» Instructions for the task
All of the data that follows is to be printed exactly, without pictures.

» Extracted records
__________

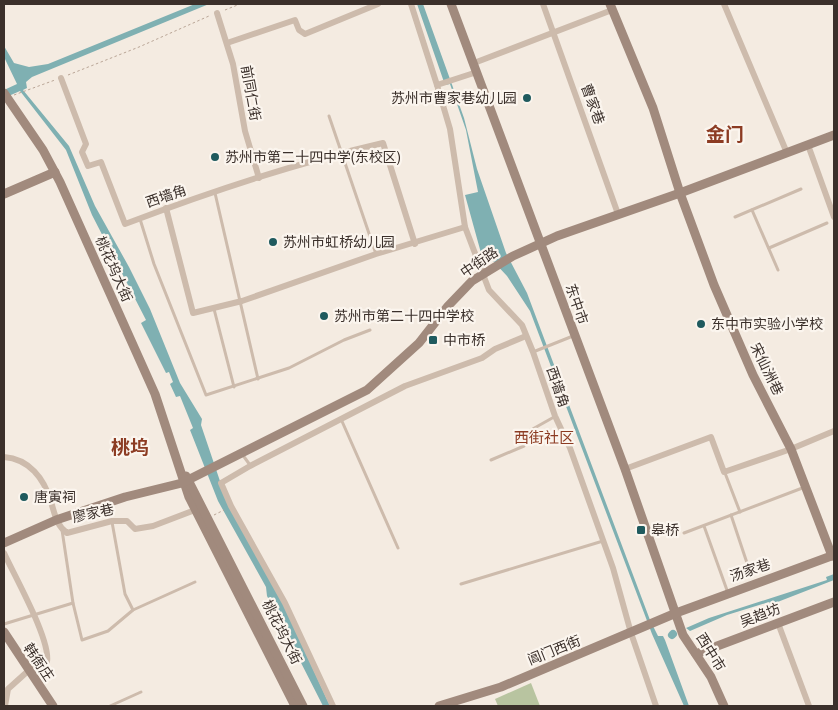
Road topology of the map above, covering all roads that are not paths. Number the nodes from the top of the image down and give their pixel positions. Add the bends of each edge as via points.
1 (378, 4) edge
2 (411, 4) edge
3 (451, 4) edge
4 (543, 4) edge
5 (724, 4) edge
6 (611, 7) edge
7 (216, 13) road end
8 (553, 33) junction
9 (227, 43) junction
10 (475, 68) junction
11 (61, 78) road end
12 (439, 84) junction
13 (7, 96) edge
14 (329, 116) dead end
15 (834, 135) edge
16 (808, 145) junction
17 (342, 152) junction
18 (787, 153) junction
19 (56, 172) junction
20 (258, 178) junction
21 (801, 189) dead end
22 (214, 192) junction
23 (680, 193) junction
24 (4, 194) edge
25 (166, 208) junction
26 (752, 210) junction
27 (618, 214) junction
28 (735, 217) dead end
29 (834, 217) edge
30 (140, 218) junction
31 (828, 223) dead end
32 (465, 227) junction
33 (540, 242) junction
34 (415, 244) junction
35 (769, 248) junction
36 (376, 254) junction
37 (487, 270) junction
38 (778, 270) dead end
39 (242, 301) junction
40 (214, 310) junction
41 (370, 330) dead end
42 (526, 336) junction
43 (574, 336) junction
44 (536, 351) junction
45 (258, 379) junction
46 (234, 387) junction
47 (555, 416) junction
48 (341, 419) junction
49 (834, 431) edge
50 (791, 449) junction
51 (242, 454) junction
52 (4, 457) edge
53 (491, 460) dead end
54 (250, 466) junction
55 (625, 469) junction
56 (724, 472) junction
57 (185, 481) junction
58 (806, 487) junction
59 (195, 510) junction
60 (740, 512) junction
61 (731, 515) junction
62 (56, 520) junction
63 (112, 521) junction
64 (704, 526) junction
65 (62, 529) junction
66 (684, 533) dead end
67 (603, 541) junction
68 (4, 543) edge
69 (398, 548) dead end
70 (4, 553) edge
71 (833, 555) edge
72 (748, 566) dead end
73 (195, 582) dead end
74 (461, 584) dead end
75 (728, 593) junction
76 (834, 602) edge
77 (72, 603) junction
78 (133, 610) junction
79 (676, 613) junction
80 (33, 616) junction
81 (778, 623) junction
82 (4, 624) edge
83 (4, 632) edge
84 (631, 633) junction
85 (696, 654) junction
86 (28, 671) junction
87 (141, 692) dead end
88 (5, 706) edge
89 (53, 706) edge
90 (110, 706) edge
91 (295, 706) edge
92 (303, 706) edge
93 (333, 706) edge
94 (439, 706) edge
95 (656, 706) edge
96 (724, 706) edge
97 (809, 706) edge

1 - 9 street via 305,34 299,30 295,20
2 - 12 street, 西墙角
3 - 10 main road, 东中市
4 - 8 street, 曹家巷
5 - 18 street
6 - 8 street
6 - 23 main road via 654,108
7 - 9 street, 前同仁街
8 - 10 street
8 - 27 street, 曹家巷
9 - 20 street, 前同仁街
10 - 12 street
10 - 33 main road, 东中市
11 - 30 street, 西墙角 via 86,144 82,152 88,166 101,162 125,224
12 - 32 street, 西墙角 via 450,129
13 - 19 main road, 桃花坞大街
14 - 17 lane
15 - 16 main road, 中街路
16 - 18 main road, 中街路
16 - 29 street
17 - 20 street, 西墙角
17 - 34 street, 西墙角 via 384,143
17 - 36 lane
18 - 23 main road, 中街路
19 - 24 main road
19 - 57 main road, 桃花坞大街 via 150,381
20 - 22 street, 西墙角
21 - 26 lane
22 - 25 street, 西墙角
22 - 39 lane
23 - 27 main road, 中街路
23 - 50 main road, 宋仙洲巷 via 714,286
25 - 30 street, 西墙角
25 - 40 street via 194,313
26 - 28 lane
26 - 35 lane
27 - 33 main road, 中街路
30 - 46 lane via 154,264 206,395
31 - 35 lane
32 - 34 street
32 - 37 street, 西墙角
33 - 37 main road, 中街路
33 - 43 main road, 东中市
34 - 36 street
35 - 38 lane
36 - 39 street
37 - 42 street, 西墙角 via 489,290 522,325
37 - 51 main road, 中街路 via 448,306 419,343 379,380 341,404
39 - 40 street
39 - 45 lane
40 - 46 lane
41 - 45 lane
42 - 44 street, 西墙角
42 - 48 street via 482,358 405,386
43 - 44 lane
43 - 55 main road, 东中市
44 - 47 street, 西墙角
45 - 46 lane
47 - 53 lane via 522,435 524,446
47 - 67 street, 西墙角 via 570,448
48 - 54 street
48 - 69 lane
49 - 50 street
50 - 56 street
50 - 58 main road, 宋仙洲巷
51 - 54 lane
51 - 57 main road, 中街路
52 - 62 street via 29,465 43,482
54 - 93 street via 221,483 285,603
55 - 56 street via 711,437
55 - 79 main road, 东中市
56 - 60 lane
57 - 59 main road, 桃花坞大街
57 - 62 main road, 廖家巷
57 - 92 main road, 桃花坞大街
58 - 60 lane
58 - 71 main road, 宋仙洲巷
59 - 63 street, 廖家巷 via 153,526 135,529 127,520
59 - 91 main road, 桃花坞大街
60 - 61 lane
61 - 64 lane
61 - 72 lane
62 - 65 street, 廖家巷
62 - 68 main road, 廖家巷
63 - 65 street, 廖家巷 via 66,533
63 - 78 lane via 125,594
64 - 66 lane
64 - 75 lane
65 - 77 lane
67 - 74 lane
67 - 84 street, 西墙角
70 - 80 street
71 - 75 main road, 汤家巷
73 - 78 lane
75 - 79 main road, 汤家巷
76 - 81 main road, 吴趋坊
77 - 78 lane via 82,640 108,631
77 - 80 lane
79 - 84 main road, 阊门西街
79 - 85 main road, 西中市 via 683,635
80 - 82 lane
80 - 86 street via 48,658 47,662
81 - 85 main road, 吴趋坊
81 - 97 street
83 - 86 main road, 韩衙庄
84 - 94 main road, 阊门西街 via 501,686
84 - 95 street, 西墙角
85 - 96 main road, 西中市
86 - 88 street via 8,689
86 - 89 main road, 韩衙庄
87 - 90 lane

__________

» Answer to the exercise
Road topology of the map above, covering all roads that are not paths. Number the nodes from the top of the image down and give their pixel positions. Add the bends of each edge as via points.
1 (378, 4) edge
2 (411, 4) edge
3 (451, 4) edge
4 (543, 4) edge
5 (724, 4) edge
6 (611, 7) edge
7 (216, 13) road end
8 (553, 33) junction
9 (227, 43) junction
10 (475, 68) junction
11 (61, 78) road end
12 (439, 84) junction
13 (7, 96) edge
14 (329, 116) dead end
15 (834, 135) edge
16 (808, 145) junction
17 (342, 152) junction
18 (787, 153) junction
19 (56, 172) junction
20 (258, 178) junction
21 (801, 189) dead end
22 (214, 192) junction
23 (680, 193) junction
24 (4, 194) edge
25 (166, 208) junction
26 (752, 210) junction
27 (618, 214) junction
28 (735, 217) dead end
29 (834, 217) edge
30 (140, 218) junction
31 (828, 223) dead end
32 (465, 227) junction
33 (540, 242) junction
34 (415, 244) junction
35 (769, 248) junction
36 (376, 254) junction
37 (487, 270) junction
38 (778, 270) dead end
39 (242, 301) junction
40 (214, 310) junction
41 (370, 330) dead end
42 (526, 336) junction
43 (574, 336) junction
44 (536, 351) junction
45 (258, 379) junction
46 (234, 387) junction
47 (555, 416) junction
48 (341, 419) junction
49 (834, 431) edge
50 (791, 449) junction
51 (242, 454) junction
52 (4, 457) edge
53 (491, 460) dead end
54 (250, 466) junction
55 (625, 469) junction
56 (724, 472) junction
57 (185, 481) junction
58 (806, 487) junction
59 (195, 510) junction
60 (740, 512) junction
61 (731, 515) junction
62 (56, 520) junction
63 (112, 521) junction
64 (704, 526) junction
65 (62, 529) junction
66 (684, 533) dead end
67 (603, 541) junction
68 (4, 543) edge
69 (398, 548) dead end
70 (4, 553) edge
71 (833, 555) edge
72 (748, 566) dead end
73 (195, 582) dead end
74 (461, 584) dead end
75 (728, 593) junction
76 (834, 602) edge
77 (72, 603) junction
78 (133, 610) junction
79 (676, 613) junction
80 (33, 616) junction
81 (778, 623) junction
82 (4, 624) edge
83 (4, 632) edge
84 (631, 633) junction
85 (696, 654) junction
86 (28, 671) junction
87 (141, 692) dead end
88 (5, 706) edge
89 (53, 706) edge
90 (110, 706) edge
91 (295, 706) edge
92 (303, 706) edge
93 (333, 706) edge
94 (439, 706) edge
95 (656, 706) edge
96 (724, 706) edge
97 (809, 706) edge

1 - 9 street via 305,34 299,30 295,20
2 - 12 street, 西墙角
3 - 10 main road, 东中市
4 - 8 street, 曹家巷
5 - 18 street
6 - 8 street
6 - 23 main road via 654,108
7 - 9 street, 前同仁街
8 - 10 street
8 - 27 street, 曹家巷
9 - 20 street, 前同仁街
10 - 12 street
10 - 33 main road, 东中市
11 - 30 street, 西墙角 via 86,144 82,152 88,166 101,162 125,224
12 - 32 street, 西墙角 via 450,129
13 - 19 main road, 桃花坞大街
14 - 17 lane
15 - 16 main road, 中街路
16 - 18 main road, 中街路
16 - 29 street
17 - 20 street, 西墙角
17 - 34 street, 西墙角 via 384,143
17 - 36 lane
18 - 23 main road, 中街路
19 - 24 main road
19 - 57 main road, 桃花坞大街 via 150,381
20 - 22 street, 西墙角
21 - 26 lane
22 - 25 street, 西墙角
22 - 39 lane
23 - 27 main road, 中街路
23 - 50 main road, 宋仙洲巷 via 714,286
25 - 30 street, 西墙角
25 - 40 street via 194,313
26 - 28 lane
26 - 35 lane
27 - 33 main road, 中街路
30 - 46 lane via 154,264 206,395
31 - 35 lane
32 - 34 street
32 - 37 street, 西墙角
33 - 37 main road, 中街路
33 - 43 main road, 东中市
34 - 36 street
35 - 38 lane
36 - 39 street
37 - 42 street, 西墙角 via 489,290 522,325
37 - 51 main road, 中街路 via 448,306 419,343 379,380 341,404
39 - 40 street
39 - 45 lane
40 - 46 lane
41 - 45 lane
42 - 44 street, 西墙角
42 - 48 street via 482,358 405,386
43 - 44 lane
43 - 55 main road, 东中市
44 - 47 street, 西墙角
45 - 46 lane
47 - 53 lane via 522,435 524,446
47 - 67 street, 西墙角 via 570,448
48 - 54 street
48 - 69 lane
49 - 50 street
50 - 56 street
50 - 58 main road, 宋仙洲巷
51 - 54 lane
51 - 57 main road, 中街路
52 - 62 street via 29,465 43,482
54 - 93 street via 221,483 285,603
55 - 56 street via 711,437
55 - 79 main road, 东中市
56 - 60 lane
57 - 59 main road, 桃花坞大街
57 - 62 main road, 廖家巷
57 - 92 main road, 桃花坞大街
58 - 60 lane
58 - 71 main road, 宋仙洲巷
59 - 63 street, 廖家巷 via 153,526 135,529 127,520
59 - 91 main road, 桃花坞大街
60 - 61 lane
61 - 64 lane
61 - 72 lane
62 - 65 street, 廖家巷
62 - 68 main road, 廖家巷
63 - 65 street, 廖家巷 via 66,533
63 - 78 lane via 125,594
64 - 66 lane
64 - 75 lane
65 - 77 lane
67 - 74 lane
67 - 84 street, 西墙角
70 - 80 street
71 - 75 main road, 汤家巷
73 - 78 lane
75 - 79 main road, 汤家巷
76 - 81 main road, 吴趋坊
77 - 78 lane via 82,640 108,631
77 - 80 lane
79 - 84 main road, 阊门西街
79 - 85 main road, 西中市 via 683,635
80 - 82 lane
80 - 86 street via 48,658 47,662
81 - 85 main road, 吴趋坊
81 - 97 street
83 - 86 main road, 韩衙庄
84 - 94 main road, 阊门西街 via 501,686
84 - 95 street, 西墙角
85 - 96 main road, 西中市
86 - 88 street via 8,689
86 - 89 main road, 韩衙庄
87 - 90 lane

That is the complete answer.